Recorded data
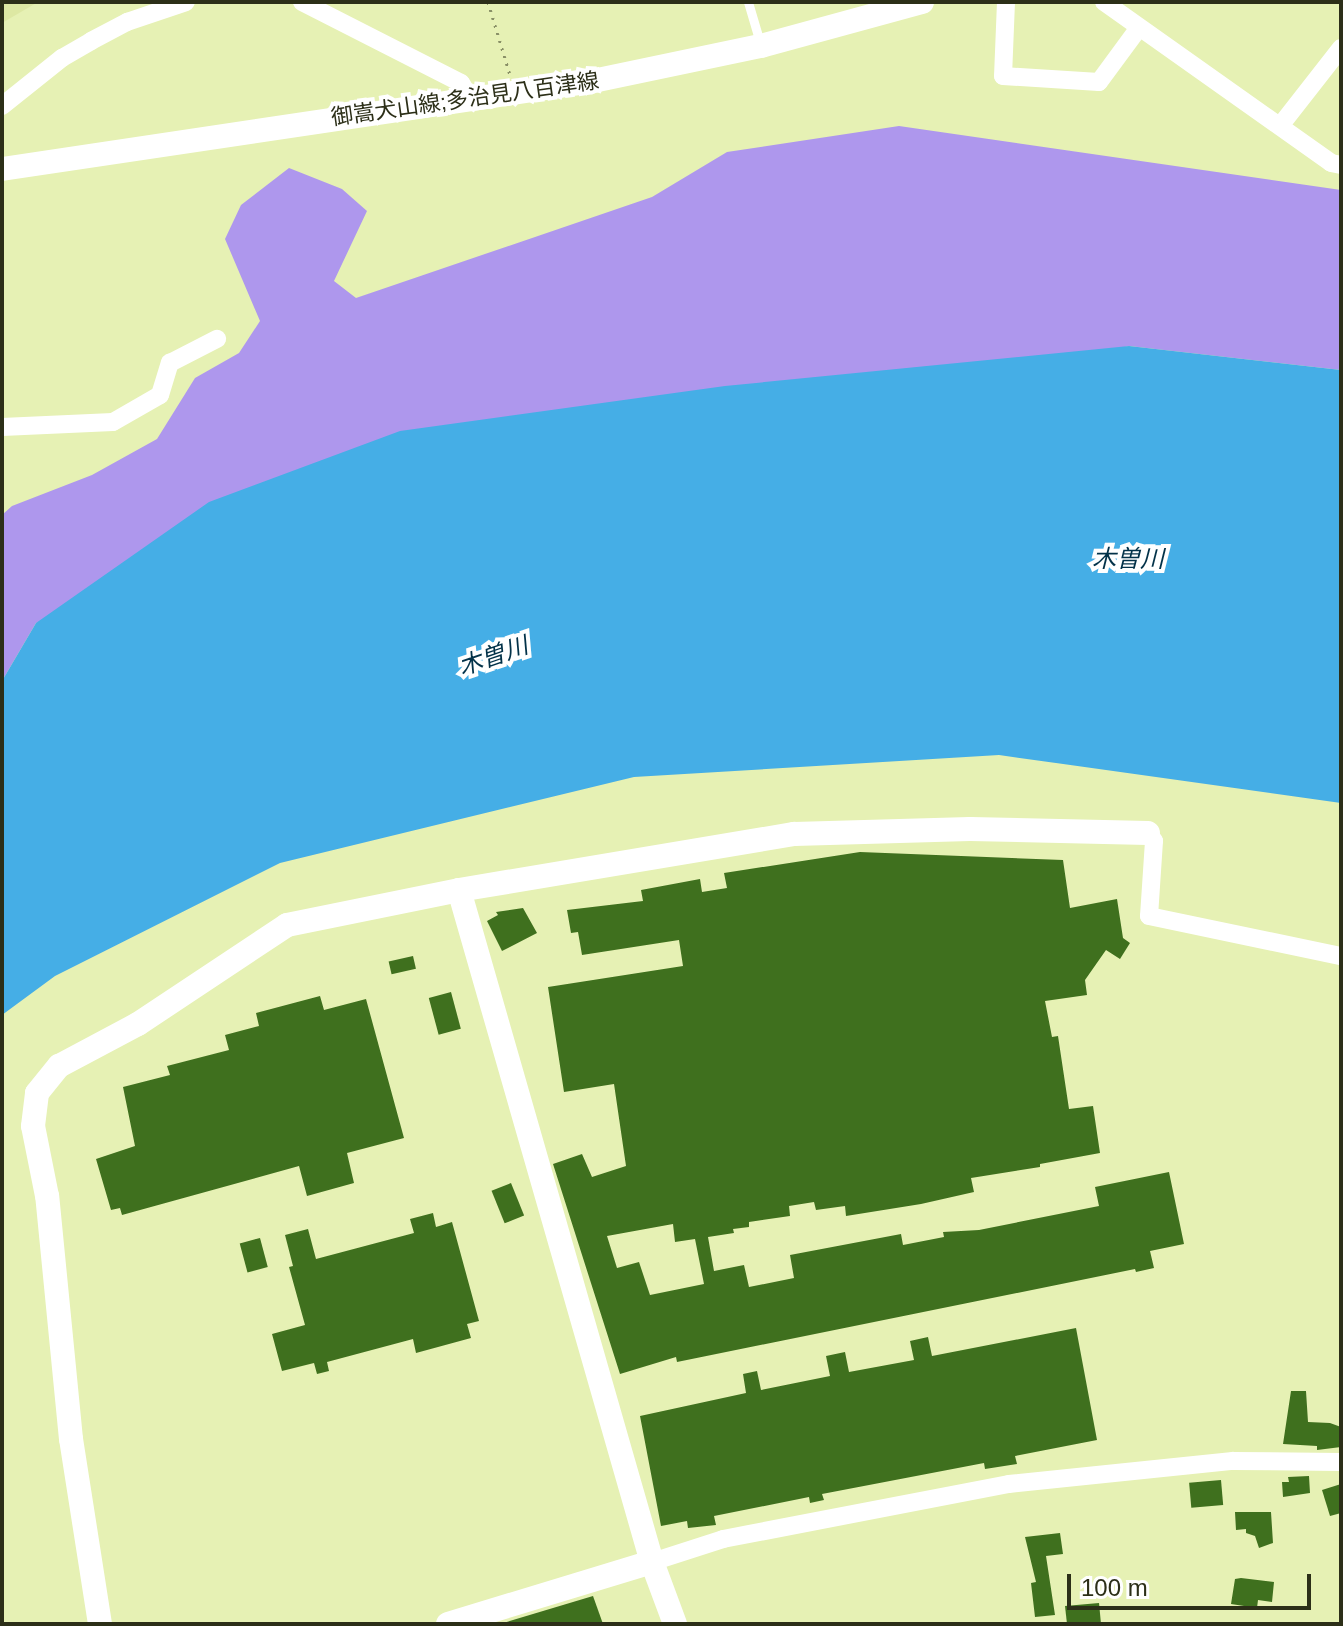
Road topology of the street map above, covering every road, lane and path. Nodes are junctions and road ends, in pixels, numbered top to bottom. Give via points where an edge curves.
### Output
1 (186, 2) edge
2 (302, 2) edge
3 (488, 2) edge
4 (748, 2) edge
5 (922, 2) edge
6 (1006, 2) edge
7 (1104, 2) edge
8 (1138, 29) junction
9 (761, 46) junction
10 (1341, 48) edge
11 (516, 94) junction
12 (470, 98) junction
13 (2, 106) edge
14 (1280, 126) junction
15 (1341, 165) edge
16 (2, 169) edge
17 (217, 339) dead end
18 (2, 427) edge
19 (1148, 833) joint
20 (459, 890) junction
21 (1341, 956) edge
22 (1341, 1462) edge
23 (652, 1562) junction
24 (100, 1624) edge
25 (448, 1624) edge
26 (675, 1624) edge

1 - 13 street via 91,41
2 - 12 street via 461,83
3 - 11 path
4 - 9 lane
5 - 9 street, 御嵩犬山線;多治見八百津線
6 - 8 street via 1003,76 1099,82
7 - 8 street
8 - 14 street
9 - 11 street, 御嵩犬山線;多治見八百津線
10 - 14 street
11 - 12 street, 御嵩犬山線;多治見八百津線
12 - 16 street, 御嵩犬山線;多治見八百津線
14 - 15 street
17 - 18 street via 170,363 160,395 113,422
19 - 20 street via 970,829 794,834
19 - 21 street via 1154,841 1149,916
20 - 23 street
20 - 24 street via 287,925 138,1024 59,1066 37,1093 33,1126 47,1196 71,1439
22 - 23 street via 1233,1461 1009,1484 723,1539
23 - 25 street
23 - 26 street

WHAT YOU SHOULD DO: Report back each line of the entries that holds the string "lane".

ANSWER TO THIS EXERCISE:
Road topology of the street map above, covering every road, lane and path. Nodes are junctions and road ends, in pixels, numbered top to bottom. Give via points where an edge curves.
4 - 9 lane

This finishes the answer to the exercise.